Diversity Statements
Diversity statements usually are no more than two pages and speak to your experience, capabilities, and commitment to working with people from different backgrounds and to advancing a more inclusive, diverse and/or equitable academic environment. You can demonstrate these values through your teaching, research, and service. Keep in mind that diversity can mean a number of things including race/ethnicity, religion, age, gender, sexual orientation, disability, and military veteran status among others. Diversity statements will be listed explicitly as required documents in some job applications. If the position does not require a diversity statement, you may want to incorporate these values in your cover letter and teaching statement.
Getting Started: Questions to reflect on as you begin:
Experience and Identity: How have my experiences enlightened and empowered me? How do my previous experiences inform how I engage with others? Do I embody an under-represented group in my field? If yes, how and why is that meaningful?
Research and Teaching: How have I incorporated what I’ve experienced and learned into my teaching and research? How will I continue to make my classrooms diverse? How is my approach unique?
Collegial Collaboration: How have I handled working with someone whose background is unfamiliar to me? What have I learned from these experiences? How do I help to establish and to maintain an inclusive climate?
Vision for the Future: How will I demonstrate a continued willingness to learn and grow? How will I work to correct problems of recruitment and retention of groups underrepresented in my field?
Guidelines:
Consider these tips, adapted from UC Davis’s Academic Affairs website, in crafting your diversity statement:
- Demonstrate your COMMITMENT to use your position to be a force of enlightenment and change by opening up opportunities to first-generation and underrepresented students.
- Describe how you have CREATED programs that provide access and establish a pipeline for students in traditionally underrepresented groups.
- Show how you ENRICH the classroom environment through exposure to new perspectives on cultures, beliefs, practices, tolerance, acceptance, and a welcoming climate.

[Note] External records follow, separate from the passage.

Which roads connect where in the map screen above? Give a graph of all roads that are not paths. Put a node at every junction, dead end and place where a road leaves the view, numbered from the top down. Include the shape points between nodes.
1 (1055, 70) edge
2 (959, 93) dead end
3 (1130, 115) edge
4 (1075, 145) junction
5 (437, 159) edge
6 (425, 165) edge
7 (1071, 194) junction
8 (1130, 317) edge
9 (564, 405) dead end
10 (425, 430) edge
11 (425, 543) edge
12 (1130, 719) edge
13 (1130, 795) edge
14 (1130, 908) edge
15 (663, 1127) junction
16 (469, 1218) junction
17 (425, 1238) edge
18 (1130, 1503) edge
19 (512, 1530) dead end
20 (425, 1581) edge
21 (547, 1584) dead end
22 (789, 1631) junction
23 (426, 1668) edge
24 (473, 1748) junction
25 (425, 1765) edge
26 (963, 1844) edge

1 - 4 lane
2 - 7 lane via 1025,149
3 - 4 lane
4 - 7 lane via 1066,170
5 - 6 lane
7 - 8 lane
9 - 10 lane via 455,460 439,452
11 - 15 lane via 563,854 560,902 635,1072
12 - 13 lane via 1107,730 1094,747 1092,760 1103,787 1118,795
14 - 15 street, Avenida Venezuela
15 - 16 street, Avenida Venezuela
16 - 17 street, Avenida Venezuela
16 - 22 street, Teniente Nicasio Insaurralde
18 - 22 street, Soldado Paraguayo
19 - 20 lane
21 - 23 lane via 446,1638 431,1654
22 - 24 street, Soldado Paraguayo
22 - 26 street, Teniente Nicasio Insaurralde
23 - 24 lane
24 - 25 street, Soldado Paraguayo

- Demonstrate how your research provides EXPOSURE for individuals historically excluded from disciplines on the basis of their gender or ethnic identity.
- Speak to your LEADERSHIP in any capacity that tangibly promotes an environment where diversity is welcomed, fostered, and celebrated.
- Discuss MENTORING students from traditionally underrepresented groups and at-risk students
- Describe your OUTREACH to members of student clubs, organizations, or community groups whose mission includes service, education, or extending opportunity to disadvantaged people.
- Show RECOGNITION of the challenges members of society face when they are members of underrepresented groups; or because of their religious, ethnic, or gender identities or orientation.
- Detail SERVICE that promotes inclusion by striving to dismantle barriers to people historically excluded from the opportunities that all have a right to enjoy.